A study permit was refused with the classic line 'not satisfied you will leave Canada at the end of your stay.' Members decoded it:
- Treat it as boilerplate, not the diagnosis. The consensus: this wording is a generic, catch-all refusal ground that many applicants were receiving. The actual problem is usually something more specific — commonly course selection that doesn't fit your academic or career progression — sitting underneath the standard phrase.
- Look for the companion reason. One member noted that a mismatch between previous studies and the chosen program usually appears as its own stated reason; if it doesn't, the weakness may be in home ties, funds, or the SOP's failure to make the return logic convincing.

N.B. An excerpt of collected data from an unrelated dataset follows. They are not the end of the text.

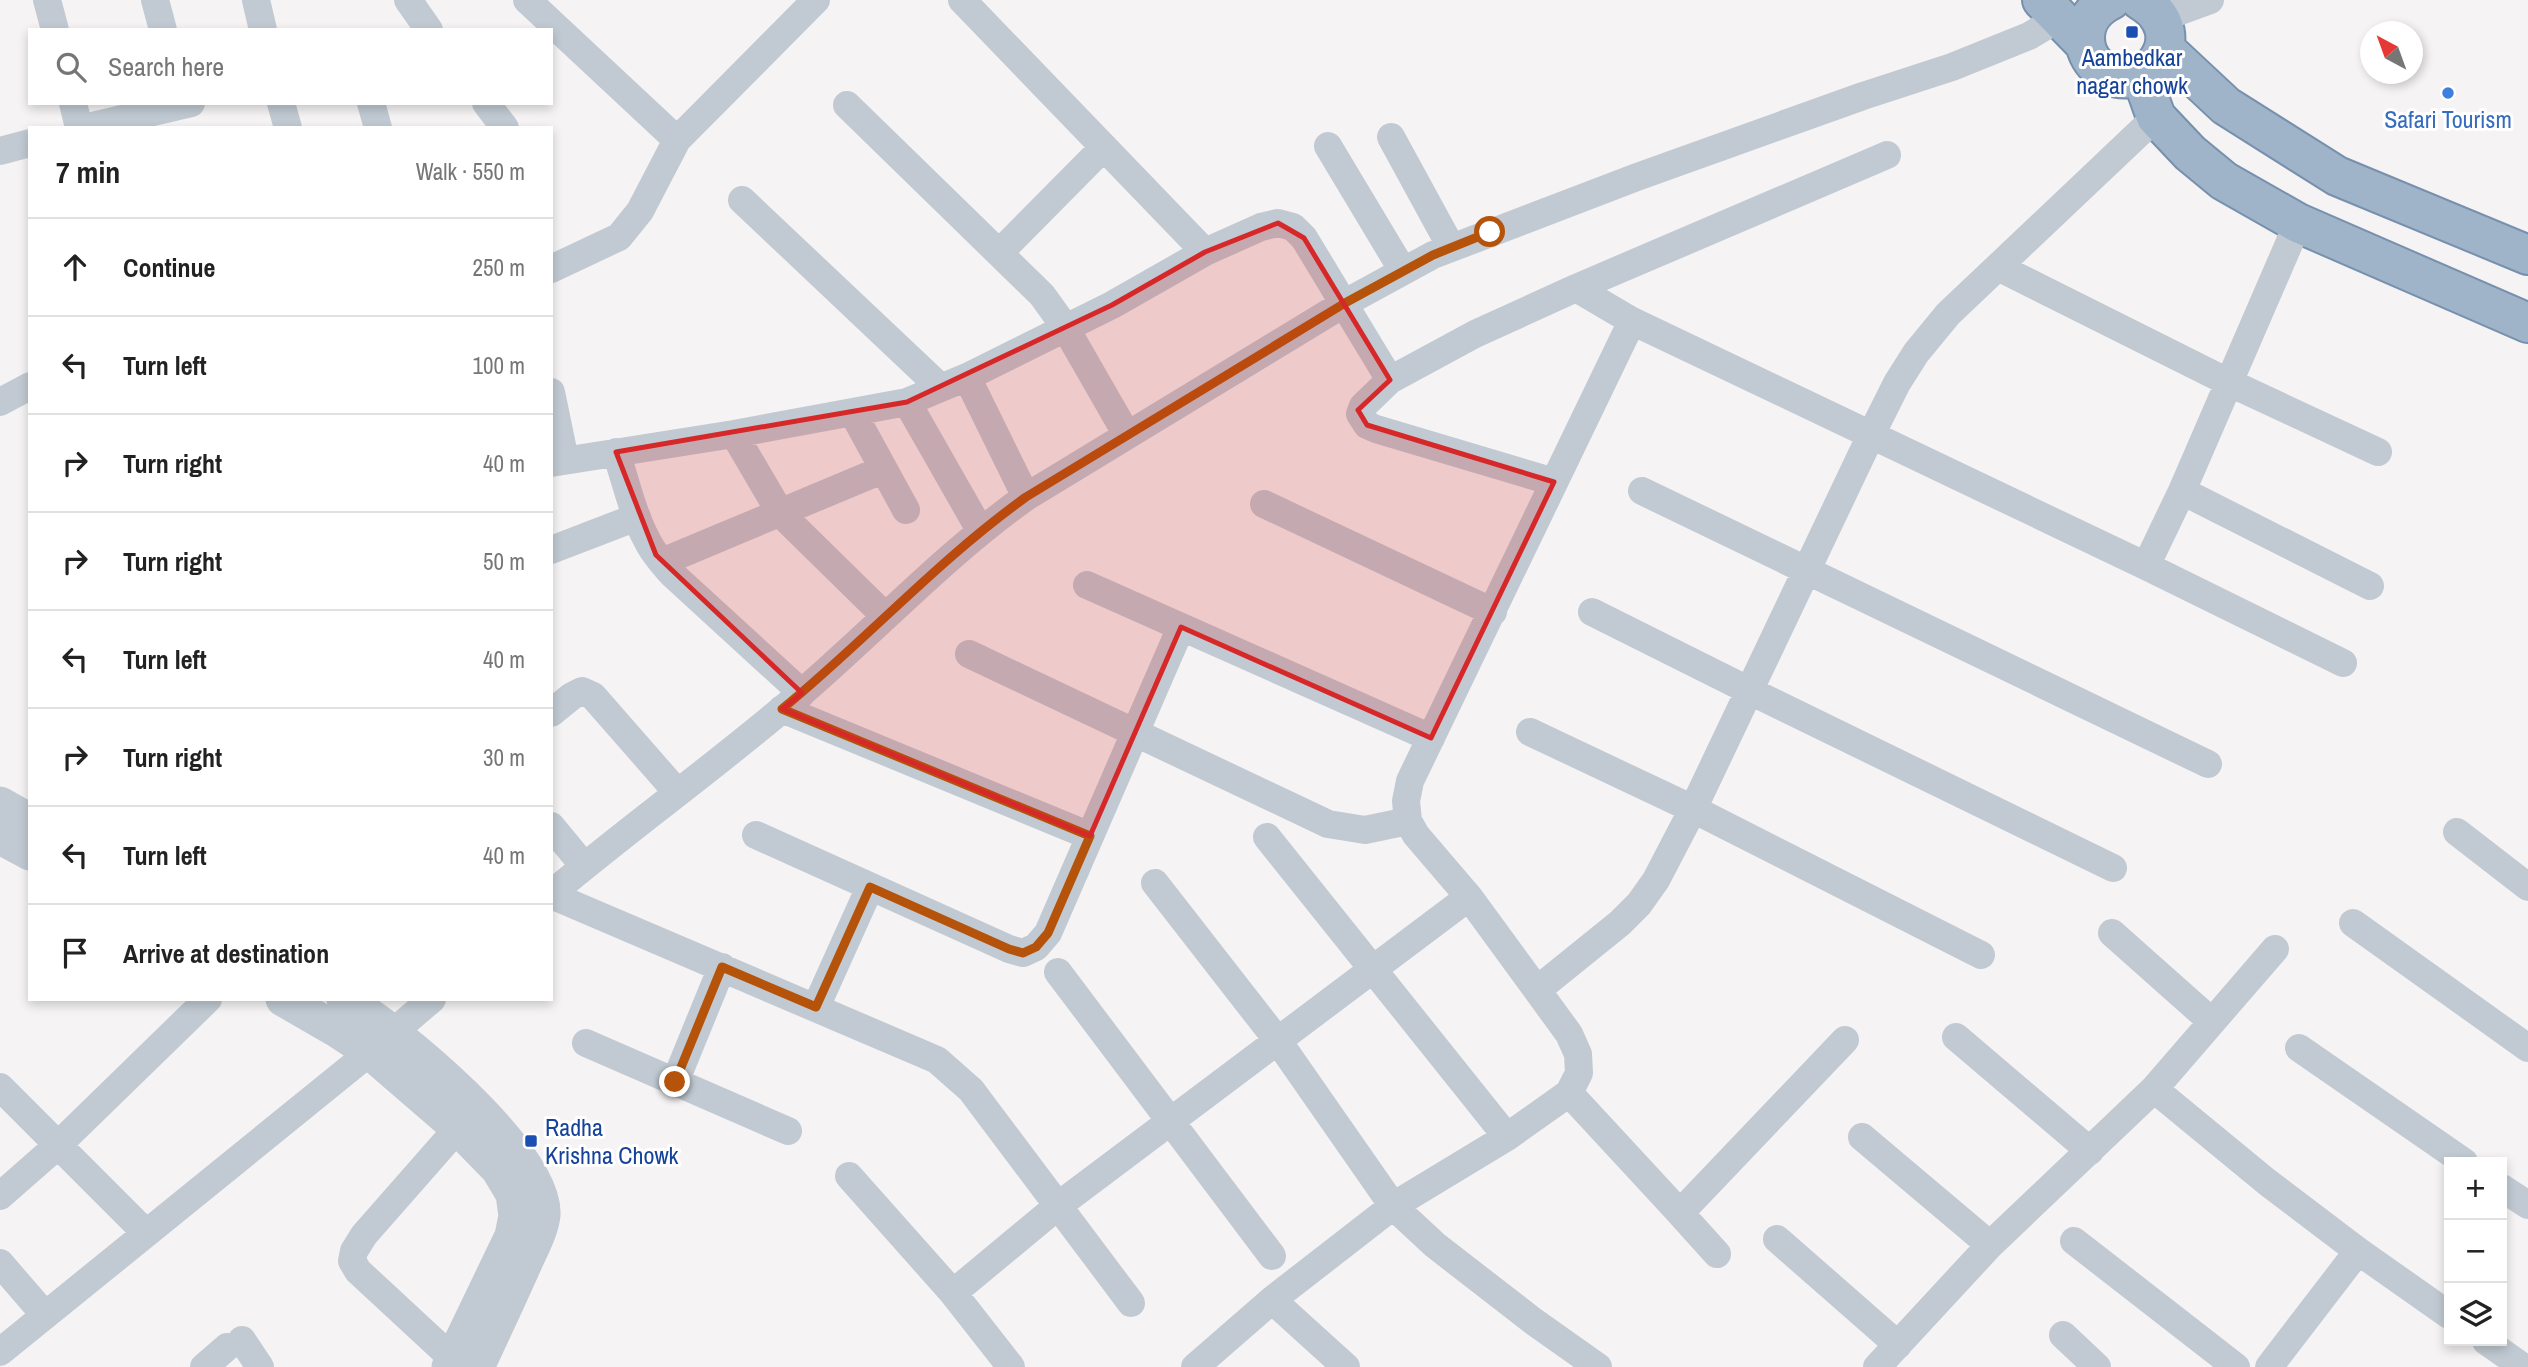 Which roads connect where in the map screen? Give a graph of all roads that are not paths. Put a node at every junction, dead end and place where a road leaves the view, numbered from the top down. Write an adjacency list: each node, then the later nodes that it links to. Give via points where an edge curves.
1 (47, 0): 11 (street)
2 (155, 0): 12 (street)
3 (256, 0): 13 (street)
4 (408, 0): 14 (street)
5 (527, 0): 28 (street)
6 (816, 0): 28 (street)
7 (962, 0): 31 (street)
8 (2111, 0): 9 (highway, via 2088,21)
9 (2062, 20): 10 (highway, via 2105,73 2116,78); 36 (street, via 1952,67)
10 (2170, 21): 21 (highway); 39 (highway, via 2226,106 2337,176)
11 (54, 28)
12 (162, 28)
13 (263, 28)
14 (428, 28)
15 (74, 105): 22 (street)
16 (282, 105): 24 (street)
17 (372, 105): 25 (street)
18 (488, 105): 26 (street)
19 (847, 105): 38 (street)
20 (187, 110): 23 (street)
21 (2156, 117): 35 (highway, via 2224,181); 40 (street)
22 (80, 126)
23 (93, 126)
24 (287, 126)
25 (377, 126)
26 (503, 126)
27 (1391, 137): 36 (street)
28 (677, 140): 41 (street, via 640,211 619,237)
29 (28, 144): 32 (street)
30 (1328, 146): 42 (street)
31 (1104, 147): 37 (street); 38 (street)
32 (0, 151)
33 (1887, 155): 43 (street)
34 (742, 200): 49 (street)
35 (2298, 223): 46 (highway); 50 (street)
36 (1451, 247): 42 (street)
37 (1205, 252): 44 (street, via 1261,227 1278,223 1293,228 1304,237); 47 (street)
38 (999, 253): 47 (street, via 1042,295)
39 (2528, 255)
40 (1998, 267): 50 (street); 58 (street, via 1948,314 1916,353)
41 (553, 268)
42 (1403, 271): 44 (street)
43 (1576, 288): 45 (street); 48 (street, via 1475,334)
44 (1345, 303): 48 (street); 57 (street)
45 (1632, 321): 58 (street); 63 (street)
46 (2528, 323)
47 (1065, 327): 49 (street); 57 (street)
48 (1390, 380): 63 (street, via 1363,406 1360,414 1367,425)
49 (954, 383): 53 (street); 66 (street)
50 (2230, 383): 60 (street); 65 (street)
51 (28, 387): 52 (street)
52 (0, 402)
53 (907, 402): 55 (street); 71 (street)
54 (553, 412): 61 (street)
55 (853, 413): 56 (street); 62 (street)
56 (734, 434): 59 (street); 69 (street)
57 (1127, 435): 66 (street)
58 (1871, 435): 74 (street); 75 (street)
59 (616, 452): 61 (street); 70 (street)
60 (2378, 452)
61 (558, 461)
62 (883, 470): 68 (street); 69 (street)
63 (1555, 482): 78 (street)
64 (1642, 491): 75 (street)
65 (2182, 491): 74 (street); 77 (street)
66 (1026, 497): 71 (street)
67 (1264, 504): 78 (street)
68 (906, 510)
69 (781, 514): 73 (street); 80 (street)
70 (637, 517): 72 (street); 73 (street)
71 (980, 530): 80 (street)
72 (553, 549)
73 (662, 562): 85 (street)
74 (2146, 566): 83 (street)
75 (1807, 570): 84 (street); 90 (street)
76 (1087, 585): 81 (street)
77 (2370, 586)
78 (1493, 612): 89 (street)
79 (1592, 612): 84 (street)
80 (885, 616): 85 (street)
81 (1181, 627): 87 (street); 89 (street)
82 (969, 654): 87 (street)
83 (2343, 663)
84 (1749, 691): 93 (street); 104 (street)
85 (792, 701): 91 (street); 99 (street)
86 (553, 711): 91 (street, via 582,691 593,696)
87 (1135, 731): 95 (street, via 1328,824 1365,830); 99 (street)
88 (1530, 732): 93 (street)
89 (1431, 738): 95 (street, via 1410,782)
90 (2208, 764)
91 (677, 792): 103 (street)
92 (0, 804): 94 (street)
93 (1693, 809): 114 (street); 118 (street, via 1639,904)
94 (28, 820)
95 (1408, 821): 110 (street)
96 (553, 827): 103 (street)
97 (2458, 832): 107 (street)
98 (755, 835): 106 (street)
99 (1090, 836): 106 (street, via 1048,933 1023,953)
100 (0, 837): 102 (street)
101 (1267, 838): 116 (street)
102 (28, 852)
103 (584, 866): 108 (street)
104 (2113, 868)
105 (1156, 883): 126 (street)
106 (870, 887): 123 (street)
107 (2528, 887)
108 (553, 893)
109 (553, 896): 115 (street)
110 (1469, 897): 116 (street); 118 (street)
111 (2353, 923): 131 (street)
112 (2112, 933): 124 (street)
113 (2276, 949): 124 (street)
114 (1981, 955)
115 (722, 967): 123 (street); 132 (street)
116 (1373, 968): 126 (street); 139 (street)
117 (1058, 972): 136 (street)
118 (1537, 990): 135 (street, via 1578,1054 1579,1073)
119 (206, 1001): 141 (street)
120 (286, 1001): 128 (street, via 335,1029)
121 (346, 1001): 128 (street)
122 (430, 1001): 128 (street)
123 (816, 1007): 147 (street, via 922,1052 952,1072 971,1090)
124 (2211, 1021): 134 (street)
125 (1956, 1037): 142 (street)
126 (1278, 1041): 136 (street); 149 (street)
127 (1845, 1041): 150 (street)
128 (382, 1042): 137 (street); 151 (street); 168 (street, via 430,1063 497,1130 540,1194 542,1215 536,1238)
129 (586, 1043): 132 (street)
130 (2299, 1048): 143 (street)
131 (2528, 1048)
132 (675, 1082): 138 (street)
133 (0, 1087): 141 (street)
134 (2154, 1089): 142 (street); 155 (street)
135 (1569, 1093): 139 (street); 150 (street)
136 (1171, 1122): 147 (street); 157 (street)
137 (458, 1128): 168 (street, via 498,1169 513,1194 516,1216); 168 (street, via 364,1236 352,1261)
138 (788, 1131)
139 (1507, 1137): 149 (street)
140 (1862, 1137): 154 (street)
141 (57, 1146): 146 (street); 151 (street)
142 (2090, 1151): 154 (street)
143 (2457, 1157)
144 (849, 1176): 159 (street)
145 (2507, 1191): 148 (street)
146 (0, 1196)
147 (1059, 1205): 159 (street); 161 (street)
148 (2528, 1205)
149 (1394, 1206): 160 (street); 175 (street, via 1435,1245)
150 (1680, 1213): 156 (street)
151 (146, 1233): 163 (street)
152 (1777, 1239): 167 (street)
153 (2074, 1241): 177 (street)
154 (1990, 1245): 167 (street)
155 (2358, 1251): 162 (street); 169 (street)
156 (1717, 1254)
157 (1272, 1256)
158 (0, 1263): 163 (street)
159 (953, 1293): 172 (street)
160 (1272, 1300): 173 (street); 174 (street)
161 (1132, 1304)
162 (2444, 1311)
163 (45, 1315): 166 (street)
164 (2063, 1335): 176 (street)
165 (2493, 1346): 178 (street)
166 (0, 1352)
167 (1886, 1360)
168 (460, 1364)
169 (2274, 1365)
170 (204, 1367): 171 (street, via 234,1344)
171 (260, 1367)
172 (1011, 1367)
173 (1195, 1367)
174 (1346, 1367)
175 (1598, 1367)
176 (2096, 1367)
177 (2236, 1367)
178 (2524, 1367)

- Order GCMS/CAIPS notes if the cause isn't obvious. A member with the same refusal ground got clarity only from the notes. If you can't identify what triggered the concern, request the notes before reapplying.
- Or reapply fast when you know the weakness. The original poster took the other route: confident all documents were fine and the SOP was 'extremely basic,' they rewrote the SOP with a justification letter and reapplied within a week without waiting for notes. Both strategies appear across refusal threads — the choice turns on whether you honestly know what went wrong.
- Rebuild the SOP around the return story. Whatever the trigger, the reapplication must directly answer why you will leave Canada after studies: career plan at home, family and financial ties, and a program choice that logically serves that plan.